Schon willst du wieder eindösen, als du auf dem anderen Sofa, an der Stelle, wo eben noch die Erscheinung namens Luise sass, den Bildschirm deines Laptops geheimnisvoll leuchten siehst. “Du spinnst ja wohl”, weist du dich selber zurecht, drehst dich wieder deinem Sofagenossen zu.
Irgendwann klingelt ein Wecker, die wenigen Vendittis, die aus dem Haus müssen, werden wach, aber etwas in dir weigert sich, diesen Umstand zur Kenntnis zu nehmen. Freundlich, wie du bist, lässt du dem Papa freie Hand in der Gestaltung des “Wer hat noch nicht gefrühstückt? Hast du die Zähne geputzt? Wo sind schon wieder meine Schuhe?”-Rituals.

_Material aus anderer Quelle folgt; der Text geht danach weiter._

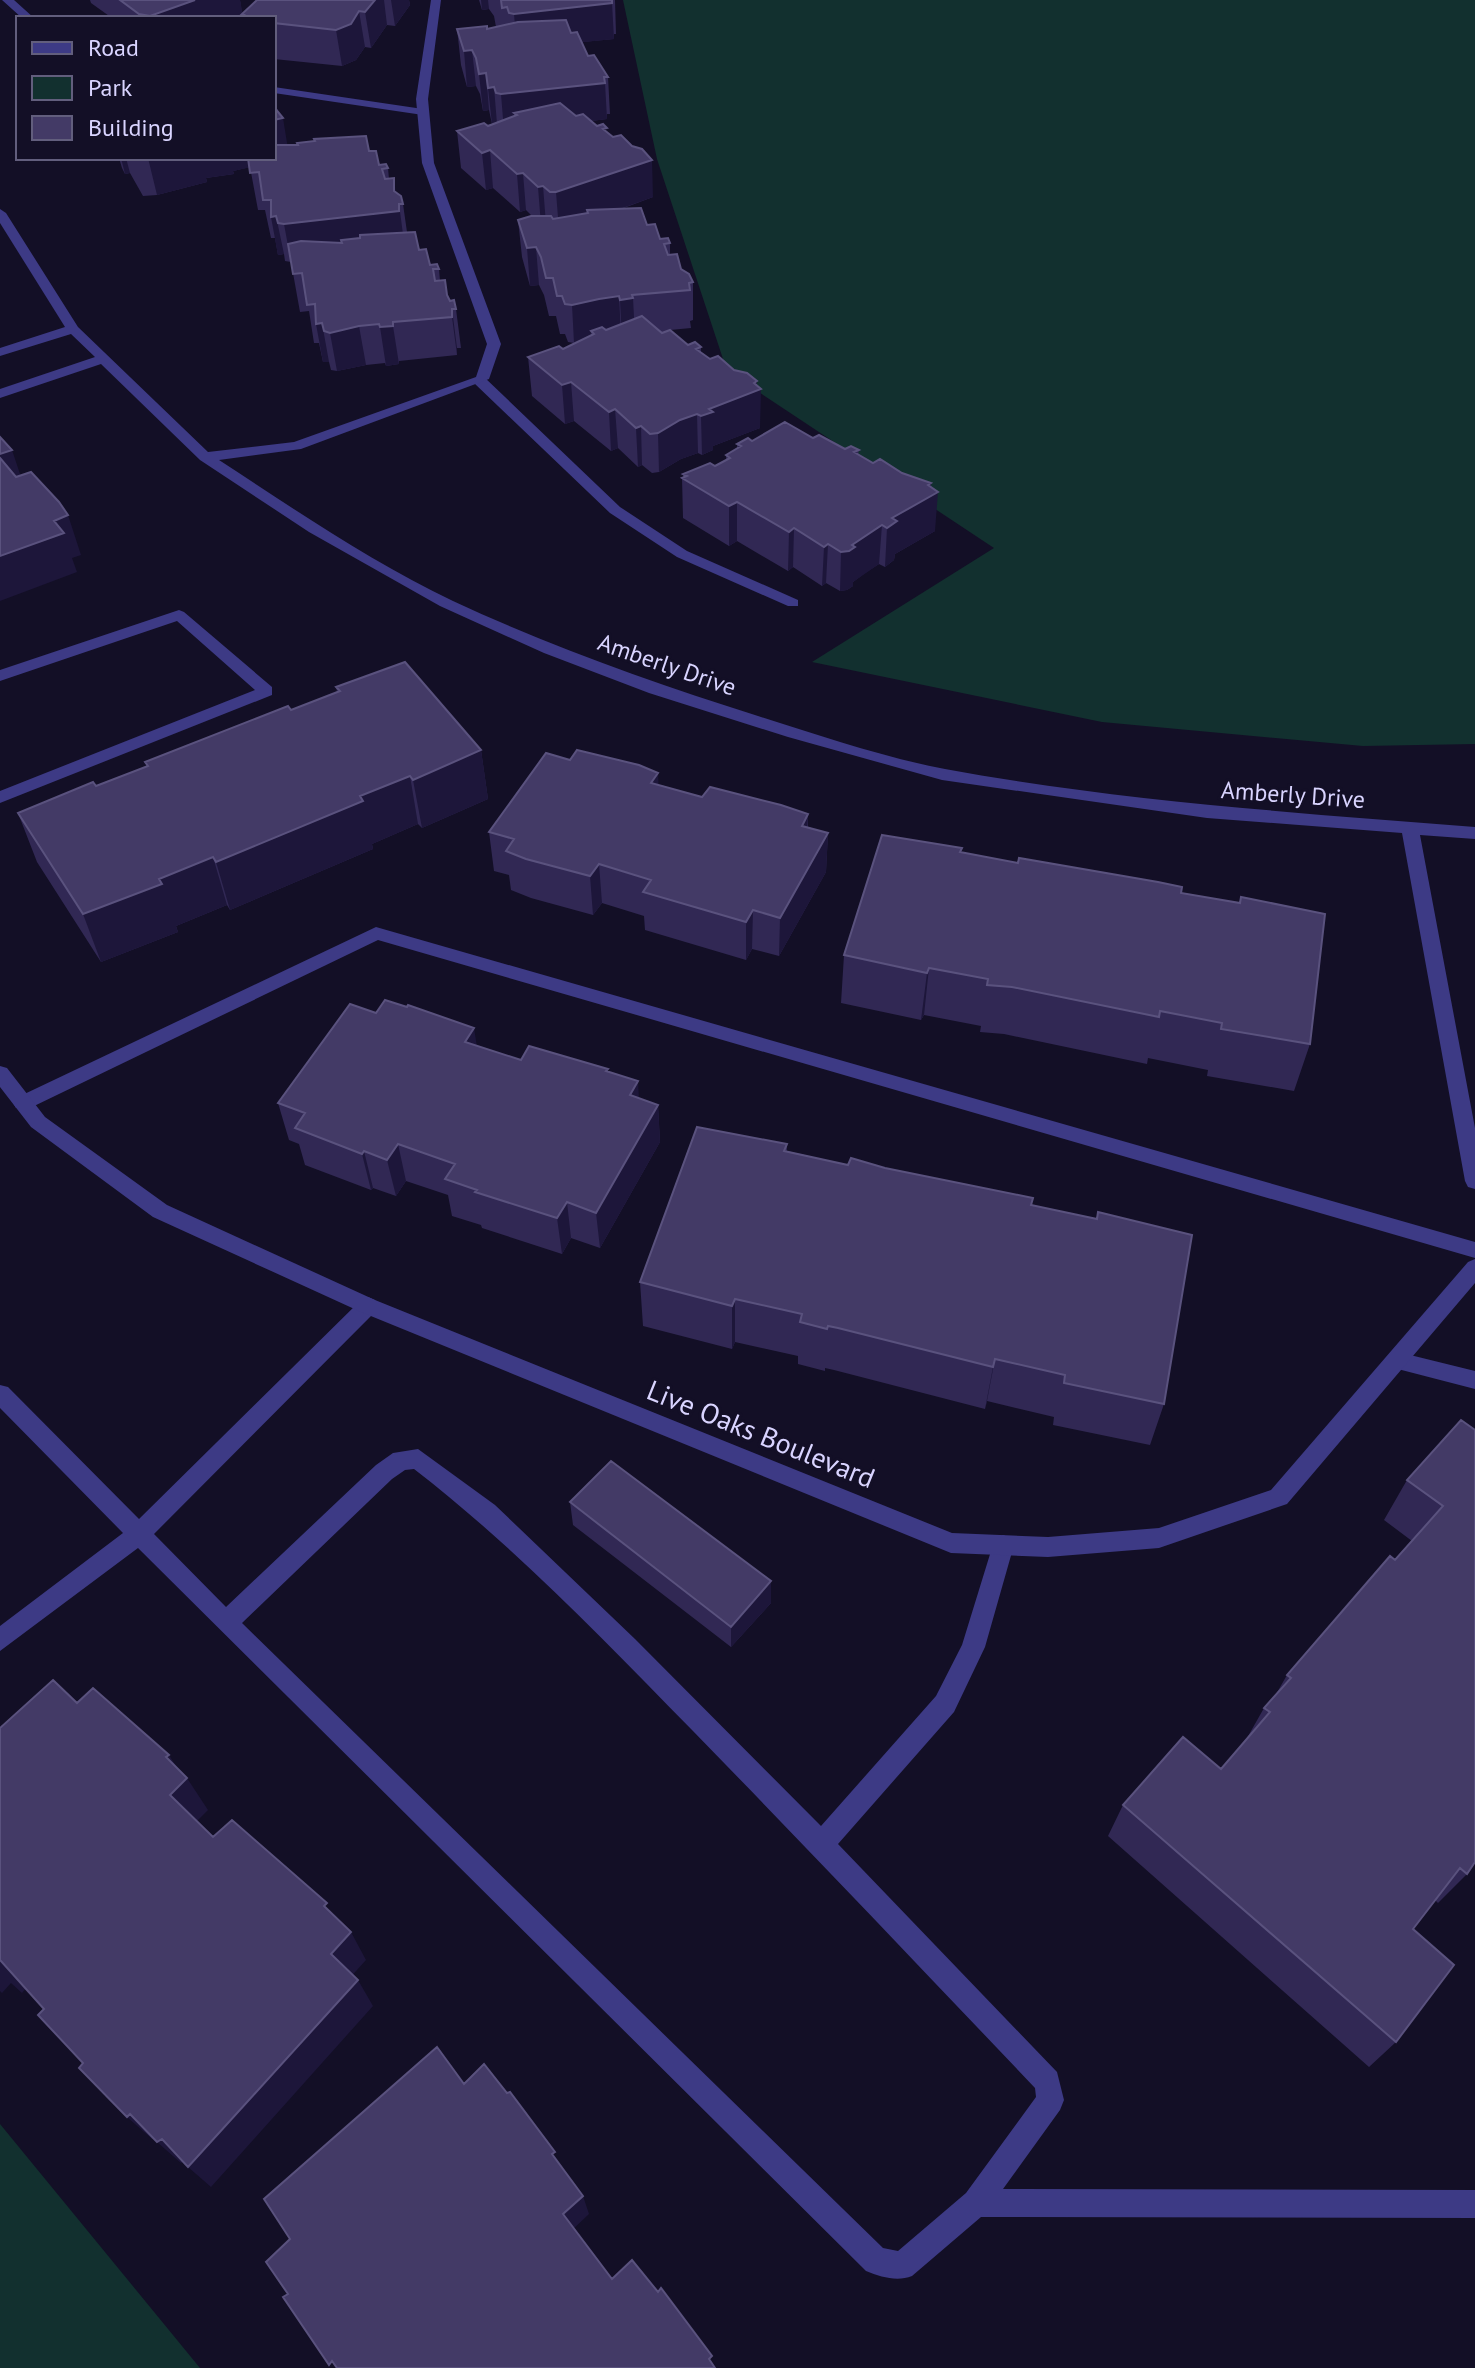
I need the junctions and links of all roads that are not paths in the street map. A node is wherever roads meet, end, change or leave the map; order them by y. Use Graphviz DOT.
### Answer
graph roads {
  1 [pos="7,0"];
  2 [pos="436,0"];
  3 [pos="27,16"];
  4 [pos="276,90"];
  5 [pos="423,112"];
  6 [pos="0,213"];
  7 [pos="73,329"];
  8 [pos="0,352"];
  9 [pos="106,358"];
  10 [pos="479,380"];
  11 [pos="0,394"];
  12 [pos="205,457"];
  13 [pos="793,603"];
  14 [pos="0,676"];
  15 [pos="0,797"];
  16 [pos="1410,828"];
  17 [pos="1475,833"];
  18 [pos="0,1073"];
  19 [pos="23,1103"];
  20 [pos="1475,1181"];
  21 [pos="1475,1250"];
  22 [pos="1475,1268"];
  23 [pos="368,1306"];
  24 [pos="1398,1361"];
  25 [pos="1475,1380"];
  26 [pos="0,1394"];
  27 [pos="139,1534"];
  28 [pos="1003,1545"];
  29 [pos="226,1623"];
  30 [pos="0,1640"];
  31 [pos="821,1844"];
  32 [pos="976,2203"];
  33 [pos="1475,2204"];
  1 -- 3 [label="street"];
  2 -- 5 [label="street"];
  4 -- 5 [label="street"];
  5 -- 10 [label="street"];
  6 -- 7 [label="street, Amberly Drive"];
  7 -- 8 [label="street"];
  7 -- 9 [label="street, Amberly Drive"];
  9 -- 11 [label="street"];
  9 -- 12 [label="street, Amberly Drive"];
  10 -- 12 [label="street"];
  10 -- 13 [label="street"];
  12 -- 16 [label="street, Amberly Drive"];
  14 -- 15 [label="street"];
  16 -- 17 [label="street, Amberly Drive"];
  16 -- 20 [label="street"];
  18 -- 19 [label="street, Live Oaks Boulevard"];
  19 -- 21 [label="street"];
  19 -- 23 [label="street, Live Oaks Boulevard"];
  22 -- 24 [label="street, Live Oaks Boulevard"];
  23 -- 27 [label="street"];
  23 -- 28 [label="street, Live Oaks Boulevard"];
  24 -- 25 [label="street"];
  24 -- 28 [label="street, Live Oaks Boulevard"];
  26 -- 27 [label="street"];
  27 -- 29 [label="street"];
  27 -- 30 [label="street"];
  28 -- 31 [label="street"];
  29 -- 31 [label="street"];
  29 -- 32 [label="street"];
  31 -- 32 [label="street"];
  32 -- 33 [label="street"];
}
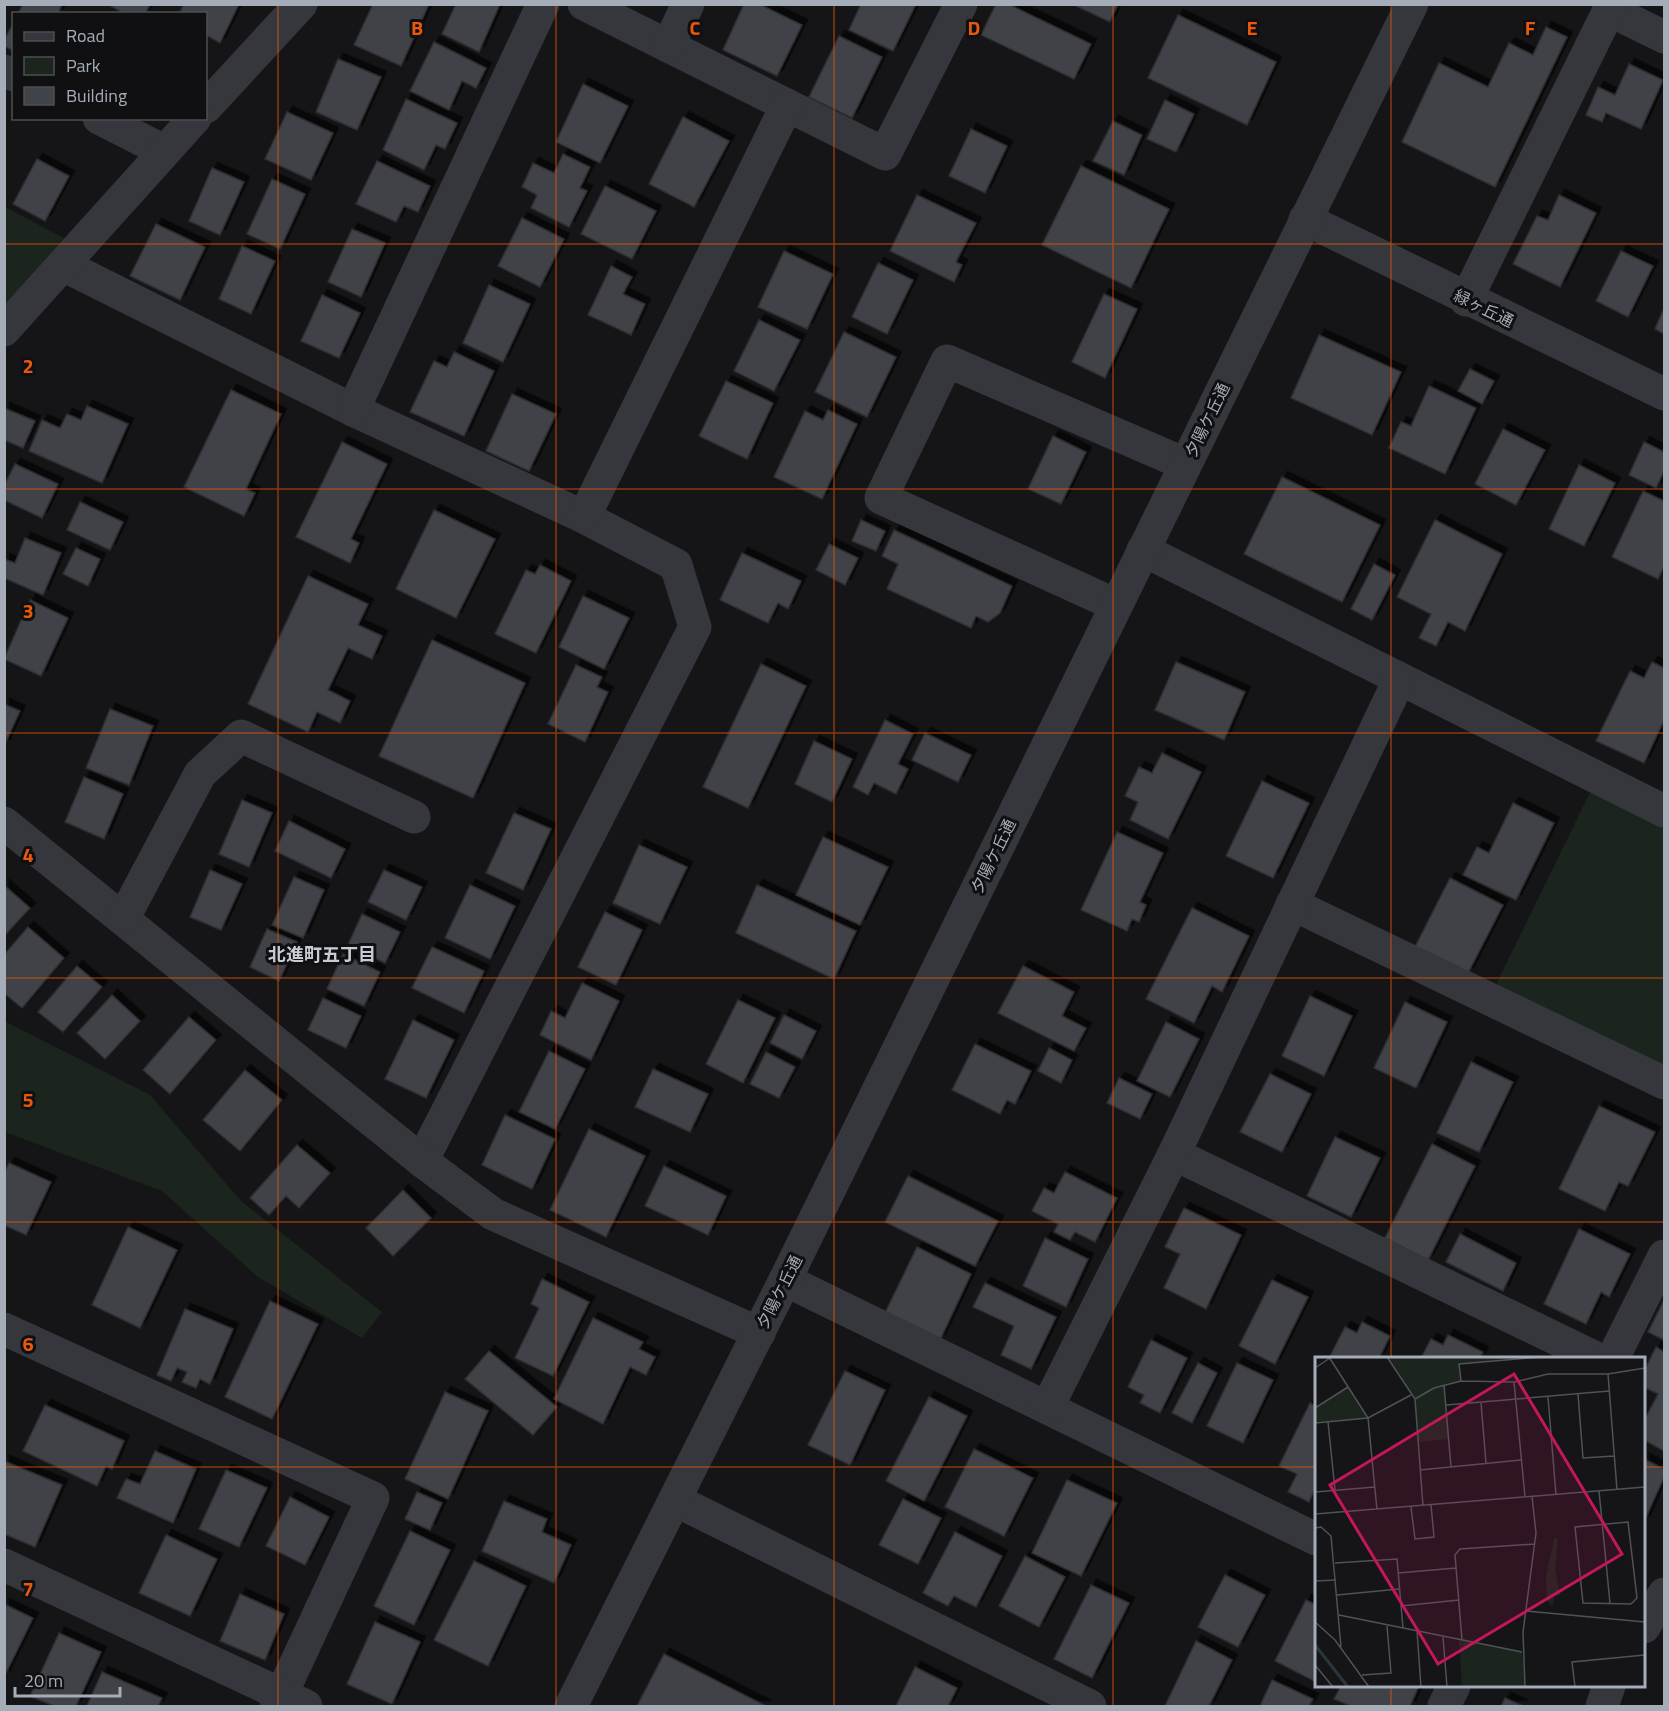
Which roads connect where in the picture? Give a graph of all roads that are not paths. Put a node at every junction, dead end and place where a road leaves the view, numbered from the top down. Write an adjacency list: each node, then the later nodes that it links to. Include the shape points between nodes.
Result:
1 (301, 4): 11 (street)
2 (543, 4): 20 (street)
3 (584, 4): 9 (street)
4 (688, 4): 9 (street)
5 (961, 4): 10 (street, via 885,154)
6 (1412, 4): 15 (street, 夕陽ケ丘通)
7 (1610, 7): 8 (street); 17 (street)
8 (1665, 37)
9 (668, 45): 10 (street)
10 (787, 105): 22 (street)
11 (207, 106)
12 (103, 120): 14 (street)
13 (193, 120): 14 (street)
14 (164, 151): 16 (street)
15 (1305, 219): 17 (street, 緑ヶ丘通); 21 (street, 夕陽ケ丘通)
16 (63, 265): 18 (street); 20 (street)
17 (1466, 300): 19 (street, 緑ヶ丘通)
18 (4, 330)
19 (1665, 394)
20 (353, 410): 22 (street)
21 (1185, 464): 23 (street, 夕陽ケ丘通); 24 (street, via 947,360 880,498)
22 (584, 517): 33 (street, via 676,565 695,627)
23 (1143, 550): 24 (street, 夕陽ケ丘通); 25 (street)
24 (1116, 605): 35 (street, 夕陽ケ丘通)
25 (1399, 680): 26 (street); 29 (street)
26 (1665, 811)
27 (414, 817): 30 (street, via 241,736 200,774)
28 (4, 823): 30 (street)
29 (1293, 904): 31 (street); 32 (street)
30 (123, 919): 33 (street)
31 (1665, 1083)
32 (1174, 1154): 38 (street); 40 (street)
33 (422, 1161): 37 (street, via 493,1214)
34 (1665, 1256): 39 (street)
35 (785, 1280): 37 (street, 夕陽ケ丘通); 40 (street)
36 (4, 1329): 48 (street, via 373,1498)
37 (759, 1333): 41 (street, 夕陽ケ丘通)
38 (1592, 1357)
39 (1614, 1357)
40 (1048, 1406): 42 (street)
41 (675, 1500): 49 (street, 夕陽ケ丘通); 50 (street)
42 (1315, 1538)
43 (4, 1565): 48 (street)
44 (1665, 1594): 45 (street)
45 (1645, 1625)
46 (1454, 1687): 51 (street)
47 (1609, 1687): 52 (street)
48 (288, 1703)
49 (570, 1707)
50 (1090, 1707)
51 (1444, 1707)
52 (1602, 1707)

Eine Stimme, die du im Halbschlaf deinem Mann zuordnest, informiert dich darüber, was sich in deinem Schlafzimmer während deines Sofaaufenthalts abgespielt hat: Mehrmaliges Fensteröffnen durch die Wachtel-Wächterin und die freudige Überraschung, dass sich oben einer zweimal übergeben hat, ohne dass es unten einer mitbekommen hätte, so dass jetzt das ganze Zimmer stinkt. Dies nimmst du irgendwie zur Kenntnis, es reicht aber nicht aus, um dich so richtig wachzurütteln. Wenn die Kinder die Nacht zum Tag machen, musst du nach Möglichkeit den Tag zur Nacht machen, sonst mutierst du spätestens nachmittags um vier zur herumbrüllenden Furie. Zumindest dann, wenn du die Dreissig überschritten hast und schlaflose Nächte nicht mehr so leicht wegsteckst wie auch schon.